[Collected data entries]
=== Section Start ===
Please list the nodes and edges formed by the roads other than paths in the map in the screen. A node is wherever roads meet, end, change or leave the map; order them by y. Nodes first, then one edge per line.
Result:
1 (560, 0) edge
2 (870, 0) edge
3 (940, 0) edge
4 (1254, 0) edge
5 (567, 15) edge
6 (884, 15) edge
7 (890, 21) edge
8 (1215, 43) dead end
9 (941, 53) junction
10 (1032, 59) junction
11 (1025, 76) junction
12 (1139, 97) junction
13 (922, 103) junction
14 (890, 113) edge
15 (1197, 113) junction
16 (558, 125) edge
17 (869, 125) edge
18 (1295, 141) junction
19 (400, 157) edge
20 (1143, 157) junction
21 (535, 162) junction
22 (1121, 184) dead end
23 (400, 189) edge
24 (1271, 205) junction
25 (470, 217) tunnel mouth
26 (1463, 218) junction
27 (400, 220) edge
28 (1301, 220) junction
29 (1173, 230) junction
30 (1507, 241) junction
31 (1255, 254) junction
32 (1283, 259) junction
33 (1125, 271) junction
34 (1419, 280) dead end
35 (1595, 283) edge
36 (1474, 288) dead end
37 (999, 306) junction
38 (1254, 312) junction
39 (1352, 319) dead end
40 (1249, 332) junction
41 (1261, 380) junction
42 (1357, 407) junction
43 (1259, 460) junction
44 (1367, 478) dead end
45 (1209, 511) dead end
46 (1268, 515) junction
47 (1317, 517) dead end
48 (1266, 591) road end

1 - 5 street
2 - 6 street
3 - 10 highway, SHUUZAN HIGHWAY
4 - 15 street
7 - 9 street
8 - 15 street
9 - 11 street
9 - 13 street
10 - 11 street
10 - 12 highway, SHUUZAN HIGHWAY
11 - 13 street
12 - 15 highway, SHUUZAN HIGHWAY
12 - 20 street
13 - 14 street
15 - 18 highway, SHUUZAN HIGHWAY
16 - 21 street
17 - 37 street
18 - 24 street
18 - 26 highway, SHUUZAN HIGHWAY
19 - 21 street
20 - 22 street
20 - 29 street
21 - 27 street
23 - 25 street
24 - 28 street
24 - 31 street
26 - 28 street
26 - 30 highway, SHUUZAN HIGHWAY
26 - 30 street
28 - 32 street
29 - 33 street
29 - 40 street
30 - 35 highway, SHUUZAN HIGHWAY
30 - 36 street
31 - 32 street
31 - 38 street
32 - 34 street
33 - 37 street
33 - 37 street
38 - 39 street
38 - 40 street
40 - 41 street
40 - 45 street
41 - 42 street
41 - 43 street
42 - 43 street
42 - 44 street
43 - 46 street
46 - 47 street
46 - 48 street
=== Section End ===
◆ What to do ◆
Write every record out again exactly.

◆ Reply ◆
Please list the nodes and edges formed by the roads other than paths in the map in the screen. A node is wherever roads meet, end, change or leave the map; order them by y. Nodes first, then one edge per line.
Result:
1 (560, 0) edge
2 (870, 0) edge
3 (940, 0) edge
4 (1254, 0) edge
5 (567, 15) edge
6 (884, 15) edge
7 (890, 21) edge
8 (1215, 43) dead end
9 (941, 53) junction
10 (1032, 59) junction
11 (1025, 76) junction
12 (1139, 97) junction
13 (922, 103) junction
14 (890, 113) edge
15 (1197, 113) junction
16 (558, 125) edge
17 (869, 125) edge
18 (1295, 141) junction
19 (400, 157) edge
20 (1143, 157) junction
21 (535, 162) junction
22 (1121, 184) dead end
23 (400, 189) edge
24 (1271, 205) junction
25 (470, 217) tunnel mouth
26 (1463, 218) junction
27 (400, 220) edge
28 (1301, 220) junction
29 (1173, 230) junction
30 (1507, 241) junction
31 (1255, 254) junction
32 (1283, 259) junction
33 (1125, 271) junction
34 (1419, 280) dead end
35 (1595, 283) edge
36 (1474, 288) dead end
37 (999, 306) junction
38 (1254, 312) junction
39 (1352, 319) dead end
40 (1249, 332) junction
41 (1261, 380) junction
42 (1357, 407) junction
43 (1259, 460) junction
44 (1367, 478) dead end
45 (1209, 511) dead end
46 (1268, 515) junction
47 (1317, 517) dead end
48 (1266, 591) road end

1 - 5 street
2 - 6 street
3 - 10 highway, SHUUZAN HIGHWAY
4 - 15 street
7 - 9 street
8 - 15 street
9 - 11 street
9 - 13 street
10 - 11 street
10 - 12 highway, SHUUZAN HIGHWAY
11 - 13 street
12 - 15 highway, SHUUZAN HIGHWAY
12 - 20 street
13 - 14 street
15 - 18 highway, SHUUZAN HIGHWAY
16 - 21 street
17 - 37 street
18 - 24 street
18 - 26 highway, SHUUZAN HIGHWAY
19 - 21 street
20 - 22 street
20 - 29 street
21 - 27 street
23 - 25 street
24 - 28 street
24 - 31 street
26 - 28 street
26 - 30 highway, SHUUZAN HIGHWAY
26 - 30 street
28 - 32 street
29 - 33 street
29 - 40 street
30 - 35 highway, SHUUZAN HIGHWAY
30 - 36 street
31 - 32 street
31 - 38 street
32 - 34 street
33 - 37 street
33 - 37 street
38 - 39 street
38 - 40 street
40 - 41 street
40 - 45 street
41 - 42 street
41 - 43 street
42 - 43 street
42 - 44 street
43 - 46 street
46 - 47 street
46 - 48 street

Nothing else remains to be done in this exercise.